The Overview report is the default view on the Reports page. It's a single-page dashboard that tells you, for the date range you've picked, how much money you made, how many appointments you ran, how many clients you saw, and what your pet mix looked like.
This article walks through every section of the page. Pick a date range at the top, tap refresh, and follow along.
At the top of the Overview report is the Expected Revenue chart — a time-series graph that plots your expected revenue across the date range you selected. Each bar or point represents one day (or one week, depending on how long your range is).
"Expected" means the total dollar value of the appointments on your books, counting completed appointments at their actual price and upcoming appointments at their quoted price. It's a forward-looking number — if you filter to a range that includes future appointments, they're included in the chart.
Use this chart to eyeball whether business is trending up, flat, or down. A series of consistently taller bars on Saturdays, for example, is a clue that you could add more Saturday capacity.
Below the chart is the Revenue section, which breaks the total dollar figure into line items:
Expected Revenue — the sum of every appointment in the date range, regardless of status. This is the headline number.
Revenue from Services — the portion that came from service charges (baths, cuts, nail trims, etc.).
Revenue from Service Charges — extra service charges (add-ons) billed on top of the base service.
Tips — total tips collected.
Taxes — sales tax, if you charge it.
Discounts — total discounts given out. Shown as a positive number here but it's a reduction from your gross.
Total — gross revenue after taxes and tips, minus discounts.
A few common checks using these numbers:
Tips / Revenue from Services ≈ your average tipping rate. If this is suspiciously low, clients may not realize they can tip.
Discounts as a share of Total — if this climbs month over month, your discounts are eating into profit.
Next is the Appointments section, which tells you how many appointments you had in the date range and what status each one is in:
Total — every appointment in the range, regardless of status.
Completed — finished appointments. This is your "real" count of pets groomed.
Unconfirmed — booked but the client hasn't confirmed.
Confirmed — the client confirmed but the appointment isn't marked completed yet (it's either still in the future or you forgot to mark it done).
Waitlist — entries sitting on the waitlist during this period.
Cancelled — cancelled appointments.
No Show — clients who didn't show up.
What to do with these numbers:
Completed / Total is your effective delivery rate. 100% means everything on the books got done. Below 90% usually means No Show and Cancelled are eating into your day.
No Show count is one of the most important health metrics. High no-shows usually mean your reminder cadence isn't working (check Auto Messages) or you need to start requiring deposits.
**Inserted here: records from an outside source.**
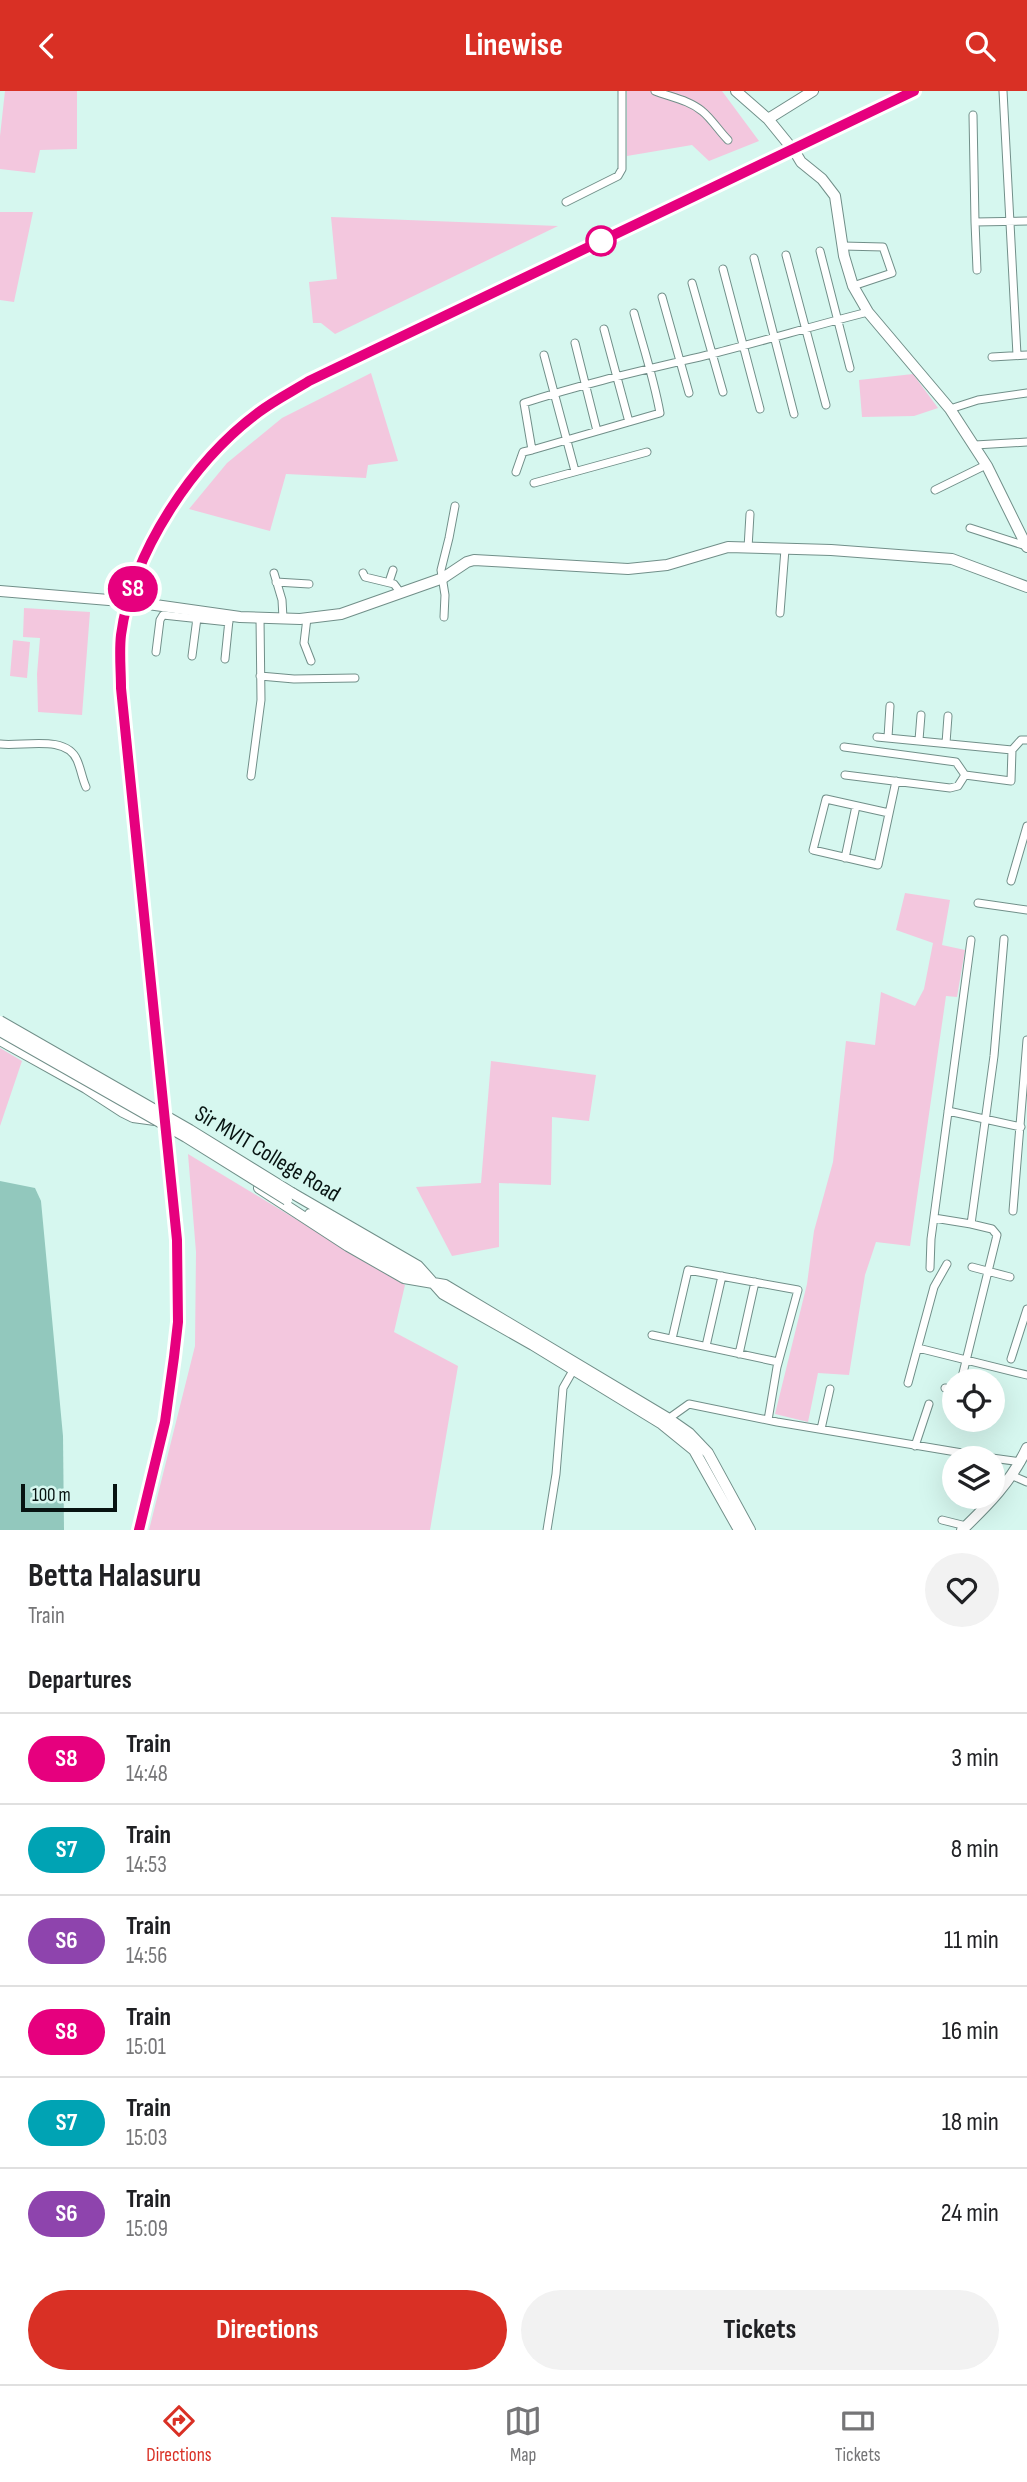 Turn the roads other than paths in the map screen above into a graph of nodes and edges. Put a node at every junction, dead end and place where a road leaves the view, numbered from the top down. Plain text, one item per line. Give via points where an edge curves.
1 (622, 91) edge
2 (655, 91) edge
3 (736, 91) edge
4 (813, 91) edge
5 (1003, 91) edge
6 (973, 115) dead end
7 (768, 119) junction
8 (728, 140) dead end
9 (566, 202) dead end
10 (1009, 221) junction
11 (1027, 221) edge
12 (975, 222) junction
13 (843, 246) junction
14 (820, 251) dead end
15 (786, 255) dead end
16 (754, 258) dead end
17 (723, 269) dead end
18 (977, 270) dead end
19 (692, 283) dead end
20 (853, 286) junction
21 (662, 297) dead end
22 (868, 312) junction
23 (634, 313) dead end
24 (838, 320) junction
25 (805, 328) junction
26 (604, 329) dead end
27 (774, 337) junction
28 (575, 343) dead end
29 (743, 345) junction
30 (713, 353) junction
31 (544, 355) dead end
32 (1017, 355) junction
33 (1027, 355) edge
34 (992, 357) dead end
35 (679, 361) junction
36 (649, 368) junction
37 (850, 368) dead end
38 (615, 377) junction
39 (585, 385) junction
40 (723, 392) dead end
41 (555, 393) junction
42 (690, 393) dead end
43 (1027, 393) edge
44 (826, 405) dead end
45 (760, 409) dead end
46 (950, 409) junction
47 (794, 414) dead end
48 (629, 422) junction
49 (597, 431) junction
50 (566, 440) junction
51 (1027, 442) edge
52 (975, 446) junction
53 (532, 450) junction
54 (647, 452) dead end
55 (986, 464) junction
56 (575, 471) junction
57 (516, 472) dead end
58 (534, 483) dead end
59 (935, 490) dead end
60 (455, 506) dead end
61 (750, 514) dead end
62 (970, 528) dead end
63 (1027, 546) edge
64 (748, 548) junction
65 (785, 549) junction
66 (393, 570) dead end
67 (274, 573) dead end
68 (363, 573) dead end
69 (443, 578) junction
70 (276, 582) junction
71 (389, 582) junction
72 (309, 584) dead end
73 (1027, 587) edge
74 (0, 591) edge
75 (401, 592) junction
76 (121, 601) dead end
77 (134, 602) dead end
78 (780, 613) dead end
79 (444, 617) dead end
80 (197, 618) junction
81 (260, 618) junction
82 (283, 618) junction
83 (307, 618) junction
84 (229, 619) junction
85 (156, 652) dead end
86 (192, 656) dead end
87 (225, 659) dead end
88 (312, 661) dead end
89 (260, 676) junction
90 (355, 678) dead end
91 (890, 706) dead end
92 (921, 715) dead end
93 (948, 716) dead end
94 (877, 737) dead end
95 (888, 737) junction
96 (919, 740) junction
97 (1027, 740) edge
98 (946, 743) junction
99 (0, 744) edge
100 (844, 747) dead end
101 (1012, 750) junction
102 (845, 775) dead end
103 (965, 775) junction
104 (251, 776) dead end
105 (896, 781) junction
106 (86, 787) dead end
107 (856, 806) junction
108 (889, 813) junction
109 (1027, 826) edge
110 (845, 857) junction
111 (1011, 881) dead end
112 (978, 903) dead end
113 (1027, 910) edge
114 (1004, 939) dead end
115 (971, 940) dead end
116 (0, 1021) edge
117 (0, 1031) edge
118 (0, 1040) edge
119 (1027, 1040) edge
120 (948, 1111) junction
121 (986, 1119) junction
122 (1021, 1126) junction
123 (1023, 1143) edge
124 (289, 1197) junction
125 (1013, 1211) dead end
126 (934, 1219) junction
127 (971, 1224) junction
128 (947, 1263) dead end
129 (972, 1267) dead end
130 (930, 1268) dead end
131 (988, 1272) junction
132 (722, 1276) junction
133 (1010, 1277) dead end
134 (755, 1282) junction
135 (435, 1285) junction
136 (1027, 1309) edge
137 (652, 1335) dead end
138 (672, 1339) junction
139 (706, 1346) junction
140 (918, 1348) junction
141 (739, 1354) junction
142 (1011, 1359) dead end
143 (966, 1360) junction
144 (778, 1362) junction
145 (575, 1367) junction
146 (964, 1369) edge
147 (1027, 1375) edge
148 (908, 1383) dead end
149 (830, 1389) dead end
150 (929, 1403) dead end
151 (768, 1420) junction
152 (666, 1421) junction
153 (821, 1429) junction
154 (915, 1446) junction
155 (1027, 1449) edge
156 (942, 1450) edge
157 (1005, 1460) edge
158 (1021, 1462) junction
159 (1005, 1479) edge
160 (1010, 1480) junction
161 (1027, 1482) edge
162 (1005, 1486) edge
163 (984, 1509) edge
164 (942, 1520) dead end
165 (964, 1528) edge
166 (547, 1530) edge
167 (739, 1530) edge
168 (750, 1530) edge

1 - 9 street via 622,169 618,176
2 - 8 street via 704,112
3 - 7 main road
4 - 7 main road
5 - 10 street
6 - 12 street
7 - 13 main road via 835,196
10 - 11 street
10 - 12 street
10 - 32 street
12 - 18 street
13 - 20 main road
13 - 20 street via 883,247 892,273
14 - 24 street
15 - 25 street
16 - 27 street
17 - 29 street
19 - 30 street
20 - 22 main road
21 - 35 street
22 - 24 street
22 - 46 main road
23 - 36 street
24 - 25 street
24 - 37 street
25 - 27 street
25 - 44 street
26 - 38 street
27 - 29 street
27 - 47 street
28 - 39 street
29 - 30 street
29 - 45 street
30 - 35 street
30 - 40 street
31 - 41 street
32 - 33 street
32 - 34 street
35 - 36 street
35 - 42 street
36 - 38 street
36 - 48 street via 660,413
38 - 39 street
38 - 48 street
39 - 41 street
39 - 49 street
41 - 50 street
41 - 53 street via 524,403
43 - 46 street
46 - 52 main road
48 - 49 street
49 - 50 street
50 - 53 street
50 - 56 street
51 - 52 street
52 - 55 main road
53 - 57 street via 523,452
54 - 56 street
55 - 59 street
55 - 63 main road
56 - 58 street
60 - 69 street via 442,561
61 - 64 street
62 - 63 street
64 - 65 main road
64 - 69 main road via 729,547 667,565 628,569 474,560
65 - 73 main road via 953,559
65 - 78 street
66 - 71 street
67 - 70 street
68 - 71 street via 371,580
69 - 75 main road
69 - 79 street
70 - 72 street
70 - 82 street
71 - 75 street
74 - 76 main road
75 - 83 main road via 341,614
77 - 84 main road
80 - 84 street
80 - 85 street via 163,615
80 - 86 street
81 - 82 main road
81 - 84 main road
81 - 89 street
82 - 83 main road
83 - 88 street via 304,643
84 - 87 street
89 - 90 street
89 - 104 street
91 - 95 street
92 - 96 street
93 - 98 street
94 - 95 street
95 - 96 street
96 - 98 street
97 - 101 street
98 - 101 street
99 - 106 street via 41,743 70,750
100 - 103 street via 956,762
101 - 103 street via 1011,781
102 - 105 street
103 - 105 street via 958,786 950,787
105 - 108 street
107 - 108 street
107 - 110 street
107 - 110 street via 826,799 813,850
108 - 110 street via 878,865
109 - 111 street
112 - 113 street
114 - 121 street
115 - 120 street
116 - 124 main road, Sir MVIT College Road, bridge via 190,1130
117 - 124 main road, Sir MVIT College Road, bridge
118 - 135 main road, Sir MVIT College Road via 123,1112 158,1122 393,1272
119 - 122 street
120 - 121 street
120 - 126 street
121 - 122 street
121 - 127 street
122 - 123 street
123 - 125 street
124 - 135 main road, Sir MVIT College Road via 418,1266
126 - 127 street
126 - 130 street
127 - 131 street via 996,1232
128 - 140 street via 933,1287
129 - 131 street
131 - 133 street
131 - 143 street
132 - 134 street
132 - 138 street via 688,1270
132 - 139 street
134 - 141 street
134 - 144 street via 797,1290
135 - 145 main road, Sir MVIT College Road via 443,1294
136 - 142 street
137 - 138 street
138 - 139 street
139 - 141 street
140 - 143 street
140 - 148 street
141 - 144 street
143 - 146 street
143 - 147 street
144 - 151 street
145 - 152 main road, Sir MVIT College Road
145 - 166 street via 563,1388
149 - 153 street
150 - 154 street
151 - 152 street via 689,1404
151 - 153 street
152 - 167 main road, Sir MVIT College Road via 694,1450
152 - 168 main road, Sir MVIT College Road via 709,1453
153 - 154 street
154 - 156 street
155 - 158 main road
157 - 158 street
158 - 160 main road
159 - 160 street
160 - 161 street
160 - 162 main road
163 - 165 main road
164 - 165 street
Unconfirmed sitting at zero most of the time is good — it means clients are replying to confirmation texts. If you see a lot of Unconfirmeds, go look at how your confirmation Auto Message is worded.
See Appointment statuses for a full rundown of what each status means and when Teddy applies them automatically.
The Clients section counts how many unique clients you saw in the range:
Total — how many unique clients had an appointment in this window.
New — first-time clients (their first appointment with you ever fell inside this window).
Returning — everyone else.
The single most important growth number in this whole report is New. A shop that isn't pulling in new clients is a shop that will slowly shrink as old ones drop off. Look at the last three months and ask: is New trending up, flat, or down?
Returning / Total is your loyalty rate — how much of your business comes from people who already know you. Healthy groomers run 80–90% returning, which means the other 10–20% has to be fresh blood every month.
The final section is Pets, which counts the pets (not clients) you groomed:
Total — total unique pets in the range.
Dogs — dogs.
Cats — cats.
Other — everything else (rabbits, ferrets, birds, and so on).
Pets Total is usually higher than Clients Total, because many clients have more than one pet. If the gap between the two is small, most of your customers are single-pet households. If it's large, you've got a lot of multi-pet families — those tend to be higher-value and stickier, so they're worth catering to.
A healthy monthly Overview report has:
Expected Revenue chart that's flat or rising
Completed ≈ Total (high delivery rate)
No Show in the low single digits at most
New clients > 0 every month (growth)
Returning clients making up the majority of your volume (loyalty)
If any of those are off, the fix is usually upstream of Reports — in Scheduling (statuses), Auto Messages (reminders), or your Clients & Pets list (tag usage for follow-ups).
Tip: Save yourself a spreadsheet by running the Overview report for the same date range every month and writing the totals down in a client note on a dummy client named "Monthly Metrics." Over a year you'll have a simple, searchable history you can compare against.